*Atención: el primer párrafo contiene spoilers de la película La La Land (2016). Si no la has visto, ¡corre y luego vuelve! Y si aun sin haberla visto quieres saber qué hay escrito, puedes estar tranquila, la curiosidad no matará a ningún gato hoy.
Hace unas semanas volví a perderme en las dos horas que dura La La Land. Mi vida ha cambiado mucho desde la primera vez que la vi y eso ha hecho que me guste de manera diferente. ¿Cuántas cosas que nos apasionan o nos repudian lo hacen porque cuando las vimos por primera vez, estábamos en un lugar para amarlas u odiarlas? La primera vez, amé la música de La La Land, la fotografía, la conexión entre los personajes, cómo se cruzan sus caminos y lo felices que pueden llegar a ser en ese espacio de tiempo compartido. Sin embargo, me abrumó el final y, como muchas, quedé decepcionada de que no terminara con un “felices para siempre”. Esta última vez, sigo amando la música y la fotografía, la danza y los colores, pero también el crecimiento de los personajes, el cómo se aportan durante lo que dura su relación y cómo era necesaria la separación para que cada uno pudiera cumplir sus sueños. Porque, al contrario de lo que pensaba la Silvia de hace unos años, La La Land no es una historia de amor, es una oda a los locos que sueñan. Y hoy quiero que hablemos de esos sueños.

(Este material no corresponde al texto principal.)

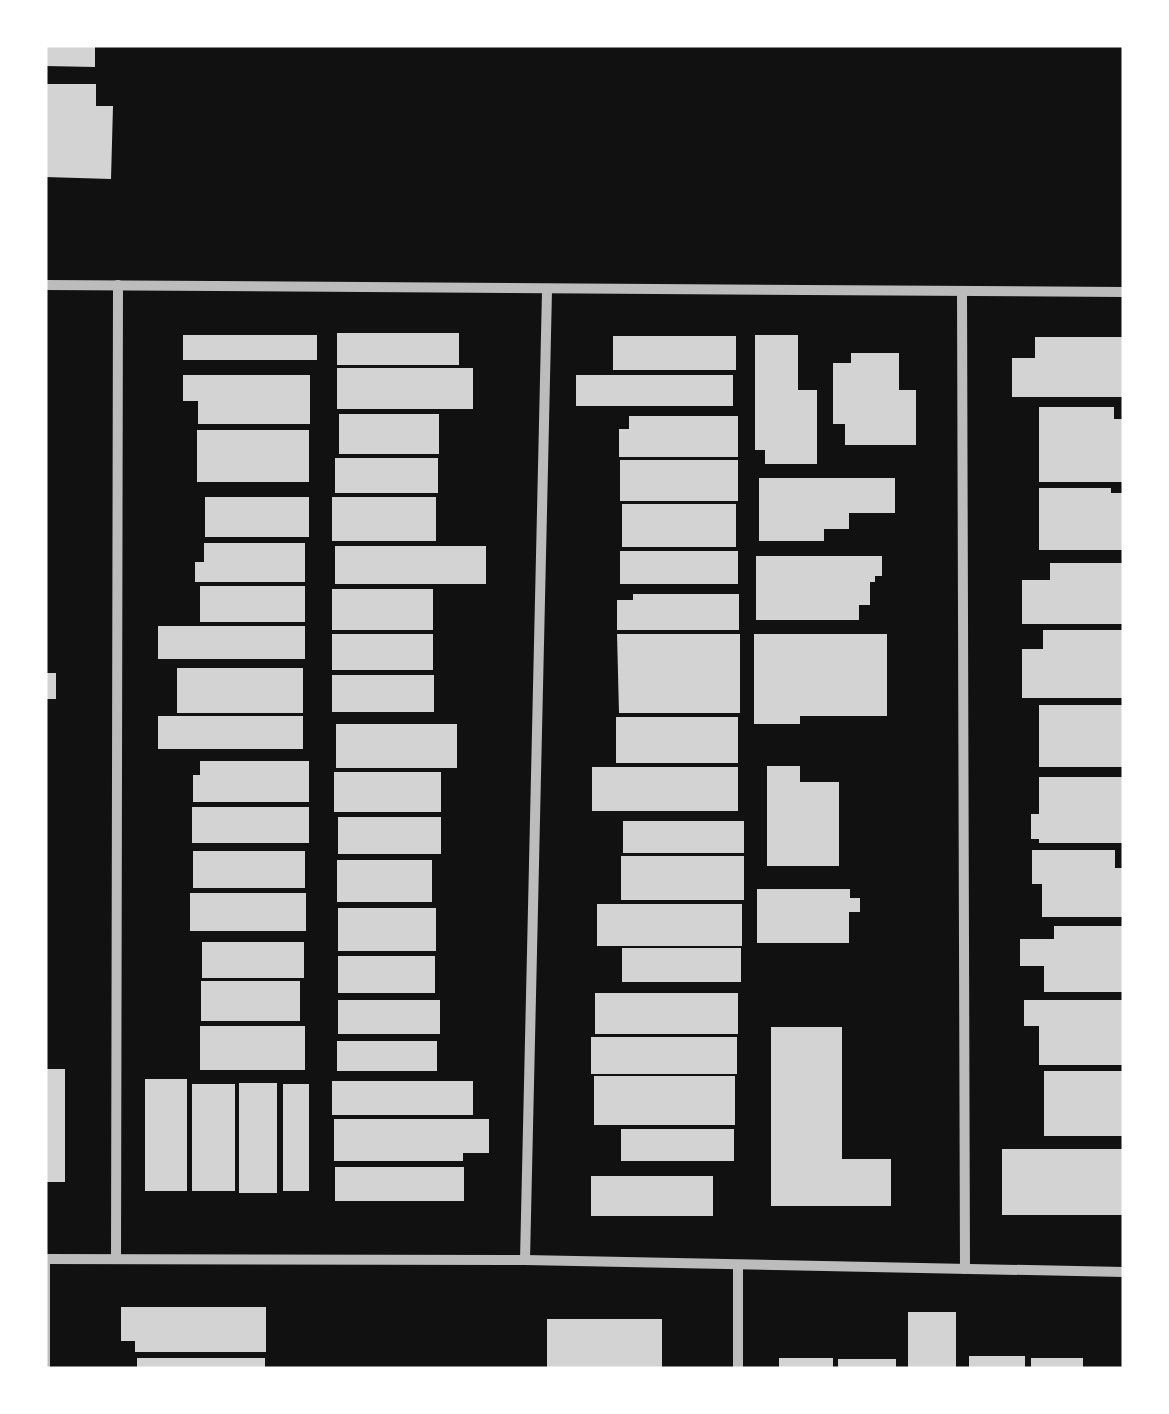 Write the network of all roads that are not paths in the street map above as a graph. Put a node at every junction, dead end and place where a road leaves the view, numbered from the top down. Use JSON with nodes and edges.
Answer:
{"nodes":[{"id":1,"x":45,"y":286,"type":"edge"},
{"id":2,"x":118,"y":286,"type":"junction"},
{"id":3,"x":546,"y":290,"type":"junction"},
{"id":4,"x":962,"y":290,"type":"junction"},
{"id":5,"x":1124,"y":292,"type":"edge"},
{"id":6,"x":45,"y":1259,"type":"edge"},
{"id":7,"x":116,"y":1259,"type":"junction"},
{"id":8,"x":525,"y":1260,"type":"junction"},
{"id":9,"x":738,"y":1265,"type":"junction"},
{"id":10,"x":965,"y":1269,"type":"junction"},
{"id":11,"x":1124,"y":1272,"type":"edge"},
{"id":12,"x":46,"y":1369,"type":"edge"},
{"id":13,"x":738,"y":1369,"type":"edge"}],
"edges":[{"from":1,"to":2,"type":"street"},
{"from":2,"to":3,"type":"street"},
{"from":2,"to":7,"type":"street"},
{"from":3,"to":4,"type":"street"},
{"from":3,"to":8,"type":"street"},
{"from":4,"to":5,"type":"street"},
{"from":4,"to":10,"type":"street"},
{"from":6,"to":7,"type":"street"},
{"from":6,"to":12,"type":"street"},
{"from":7,"to":8,"type":"street"},
{"from":8,"to":9,"type":"street"},
{"from":9,"to":10,"type":"street"},
{"from":9,"to":13,"type":"street"},
{"from":10,"to":11,"type":"street"}]}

¿Qué es soñar? En nuestra jerga, soñar hace referencia a lo que ocurre cuando cerramos los ojos y alcanzamos la fase REM; pero también significa imaginar una cosa improbable, que solo existe en nuestra cabeza y que, aunque parezca imposible, anhelamos con todas nuestras fuerzas.
Cuando éramos pequeñas y nos preguntaban qué queríamos ser de mayores, contestábamos con un sueño. Lo hacíamos porque todavía no habíamos entendido lo que suponía crecer, las alas que nos cortarían, los privilegios que harían falta para perseguir los imposibles que anidaban en nuestras cabezas. Asociamos a la infancia la capacidad de soñar, y a la madurez la aceptación de una realidad más hosca y pragmática, talladora de un espíritu conformista. Gabriel García Márquez decía que no es verdad que la gente pare de perseguir sus sueños porque sean mayores, sino que se hacen mayores porque dejan de perseguir sus sueños. Y creo que tenía razón.
Por su parte, Anaïs Nin escribió una vez que los sueños son necesarios para la vida y Anne Campbell, como si le estuviera contestando, expresó que puedes plantar un sueño. Pero seguimos con la duda en los labios, ¿de qué hablamos cuando hablamos de los sueños?, ¿de los anhelos que se escapan a nuestro control, de los imposibles que no nos atrevemos a perseguir, de la vida paralela que llevamos en nuestras mentes?, ¿son los sueños algo real o una ilusión?, ¿soñamos para paliar la realidad o para construir un lugar donde merezca la pena vivir?
Quizás un sueño no es solo un objetivo inalcanzable. Quizás también lo es el camino, son momentos, ilusiones que nos gustaría sentir en la piel. Quizás soñar también es querer parar el tiempo –y hacerlo cuando dejamos de atender al reloj, cuando apartamos el móvil, cuando miramos al mar o al cielo salpicado de estrellas que tiritan–. Soñar puede ser el anhelo de disfrutar más y exigirnos menos; el deseo de expresar, encontrar las palabras adecuadas para hacerlo. Soñar puede suponer trazar un recorrido en el aire y comenzar a transitarlo, decir «te quiero» en voz alta después de haberlo repetido cientos de veces en tu cabeza o pronunciar un «adiós» que se dijo por dentro. Soñar, estoy segura, es hacer algo por primera vez. Es hacer algo, por última. Es, tiene que ser, crecer.
Puede que nos hayan hecho creer que los sueños no se cumplen, que conforme envejecemos nos vamos despidiendo de esos anhelos motores de nuestras ganas de vivir, y nos vamos resignando, poco a poco, a un mundo donde el trayecto nos conduce a una productividad y velocidad constantes. Donde no hay tiempo para querer nada más, para pensar en nada más. En este mundo capitalista y opresor en el que vivimos, soñar puede significar la salvación, y no, amigas, ningún sueño es demasiado grande.
Por favor, no lo olvidéis: todas tenemos sueños, aunque muchas no los recuerden.